Start of Given information

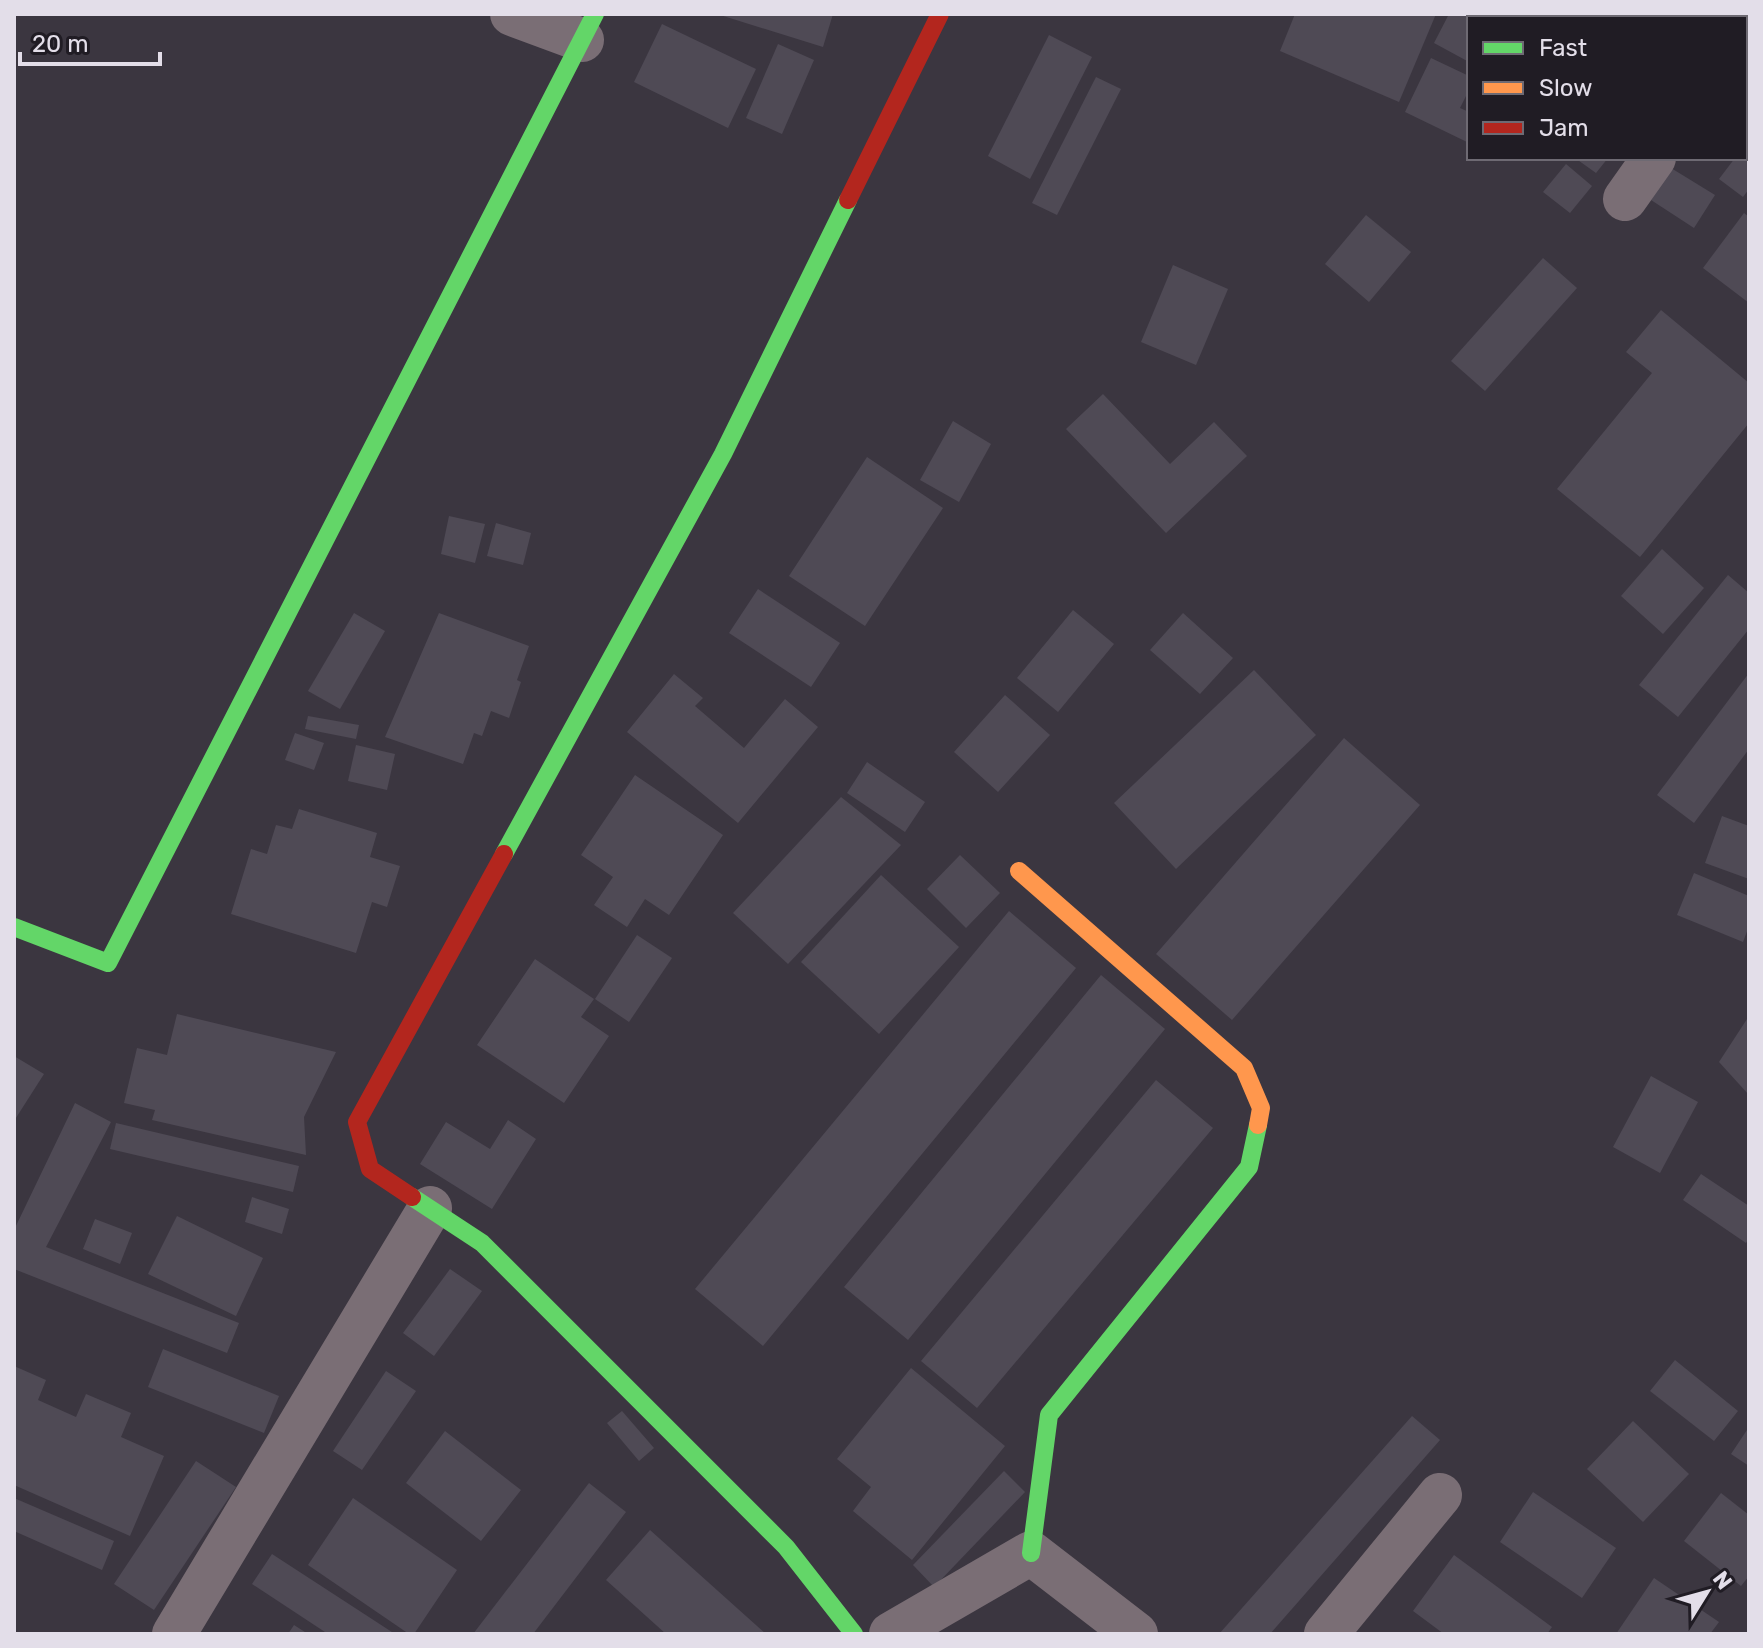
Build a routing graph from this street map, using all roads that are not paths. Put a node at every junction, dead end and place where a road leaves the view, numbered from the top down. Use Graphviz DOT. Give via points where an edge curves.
graph roads {
  1 [pos="512,14"];
  2 [pos="940,14"];
  3 [pos="588,27"];
  4 [pos="1653,160"];
  5 [pos="1625,199"];
  6 [pos="1019,871"];
  7 [pos="14,927"];
  8 [pos="430,1208"];
  9 [pos="1440,1495"];
  10 [pos="1031,1553"];
  11 [pos="174,1634"];
  12 [pos="854,1634"];
  13 [pos="891,1634"];
  14 [pos="1136,1634"];
  15 [pos="1326,1634"];
  1 -- 3 [label="street"];
  2 -- 8 [label="street" via="723,454 357,1122 370,1169"];
  3 -- 7 [label="street" via="108,963"];
  4 -- 5 [label="street"];
  6 -- 10 [label="street" via="1244,1068 1261,1108 1249,1167 1049,1415"];
  8 -- 11 [label="street"];
  8 -- 12 [label="street" via="482,1243 753,1513"];
  9 -- 15 [label="street"];
  10 -- 13 [label="street"];
  10 -- 14 [label="street"];
}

End of Given information

**Assignment**: Set down all records verbatim, omitting images.

**Answer space**:
Build a routing graph from this street map, using all roads that are not paths. Put a node at every junction, dead end and place where a road leaves the view, numbered from the top down. Use Graphviz DOT. Give via points where an edge curves.
graph roads {
  1 [pos="512,14"];
  2 [pos="940,14"];
  3 [pos="588,27"];
  4 [pos="1653,160"];
  5 [pos="1625,199"];
  6 [pos="1019,871"];
  7 [pos="14,927"];
  8 [pos="430,1208"];
  9 [pos="1440,1495"];
  10 [pos="1031,1553"];
  11 [pos="174,1634"];
  12 [pos="854,1634"];
  13 [pos="891,1634"];
  14 [pos="1136,1634"];
  15 [pos="1326,1634"];
  1 -- 3 [label="street"];
  2 -- 8 [label="street" via="723,454 357,1122 370,1169"];
  3 -- 7 [label="street" via="108,963"];
  4 -- 5 [label="street"];
  6 -- 10 [label="street" via="1244,1068 1261,1108 1249,1167 1049,1415"];
  8 -- 11 [label="street"];
  8 -- 12 [label="street" via="482,1243 753,1513"];
  9 -- 15 [label="street"];
  10 -- 13 [label="street"];
  10 -- 14 [label="street"];
}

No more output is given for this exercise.